### Assigned task
Reproduce, exactly and in full, only the lines below from the one containing "ring pip: (10, 442)" through the one containing "pinky dip: (223, 273)".

------ Data extract ------

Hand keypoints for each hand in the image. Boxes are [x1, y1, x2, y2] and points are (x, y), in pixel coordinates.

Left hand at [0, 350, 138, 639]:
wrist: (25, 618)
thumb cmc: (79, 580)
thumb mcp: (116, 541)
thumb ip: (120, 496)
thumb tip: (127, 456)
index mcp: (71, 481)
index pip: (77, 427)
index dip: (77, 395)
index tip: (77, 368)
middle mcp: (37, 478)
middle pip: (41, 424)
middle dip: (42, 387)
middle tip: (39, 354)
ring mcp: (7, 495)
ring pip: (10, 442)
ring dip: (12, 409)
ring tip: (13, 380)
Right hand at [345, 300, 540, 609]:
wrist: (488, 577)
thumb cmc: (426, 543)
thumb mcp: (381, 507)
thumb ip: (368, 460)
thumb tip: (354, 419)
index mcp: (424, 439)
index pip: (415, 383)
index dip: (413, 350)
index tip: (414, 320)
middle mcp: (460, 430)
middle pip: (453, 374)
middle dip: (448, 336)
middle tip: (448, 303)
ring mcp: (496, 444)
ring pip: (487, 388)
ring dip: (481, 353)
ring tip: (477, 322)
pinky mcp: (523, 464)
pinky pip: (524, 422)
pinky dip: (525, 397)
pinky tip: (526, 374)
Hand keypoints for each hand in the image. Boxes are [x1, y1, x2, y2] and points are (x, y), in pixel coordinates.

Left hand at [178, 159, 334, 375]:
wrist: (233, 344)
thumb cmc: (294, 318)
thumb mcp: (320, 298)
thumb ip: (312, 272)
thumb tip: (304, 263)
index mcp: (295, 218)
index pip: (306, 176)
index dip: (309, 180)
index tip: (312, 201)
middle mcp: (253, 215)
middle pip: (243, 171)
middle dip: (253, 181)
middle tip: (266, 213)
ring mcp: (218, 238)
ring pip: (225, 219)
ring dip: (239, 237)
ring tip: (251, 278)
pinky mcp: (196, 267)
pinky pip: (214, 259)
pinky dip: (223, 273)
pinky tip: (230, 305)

------

### Output for this task
ring pip: (10, 442)
ring dip: (12, 409)
ring tip: (13, 380)
Right hand at [345, 300, 540, 609]:
wrist: (488, 577)
thumb cmc: (426, 543)
thumb mcp: (381, 507)
thumb ip: (368, 460)
thumb tip: (354, 419)
index mcp: (424, 439)
index pip: (415, 383)
index dip: (413, 350)
index tip: (414, 320)
middle mcp: (460, 430)
middle pip: (453, 374)
middle dip: (448, 336)
middle tip: (448, 303)
ring mcp: (496, 444)
ring pip: (487, 388)
ring dip: (481, 353)
ring tip: (477, 322)
pinky mcp: (523, 464)
pinky pip: (524, 422)
pinky dip: (525, 397)
pinky tip: (526, 374)
Hand keypoints for each hand in the image. Boxes are [x1, y1, x2, y2] and points are (x, y), in pixel coordinates.

Left hand at [178, 159, 334, 375]:
wrist: (233, 344)
thumb cmc: (294, 318)
thumb mcp: (320, 298)
thumb ip: (312, 272)
thumb tip: (304, 263)
index mcp: (295, 218)
index pip: (306, 176)
index dip: (309, 180)
index tip: (312, 201)
middle mcp: (253, 215)
middle pip: (243, 171)
middle dip: (253, 181)
middle tip: (266, 213)
ring mcp: (218, 238)
ring pip: (225, 219)
ring dip: (239, 237)
ring tip: (251, 278)
pinky mcp: (196, 267)
pinky pip: (214, 259)
pinky dip: (223, 273)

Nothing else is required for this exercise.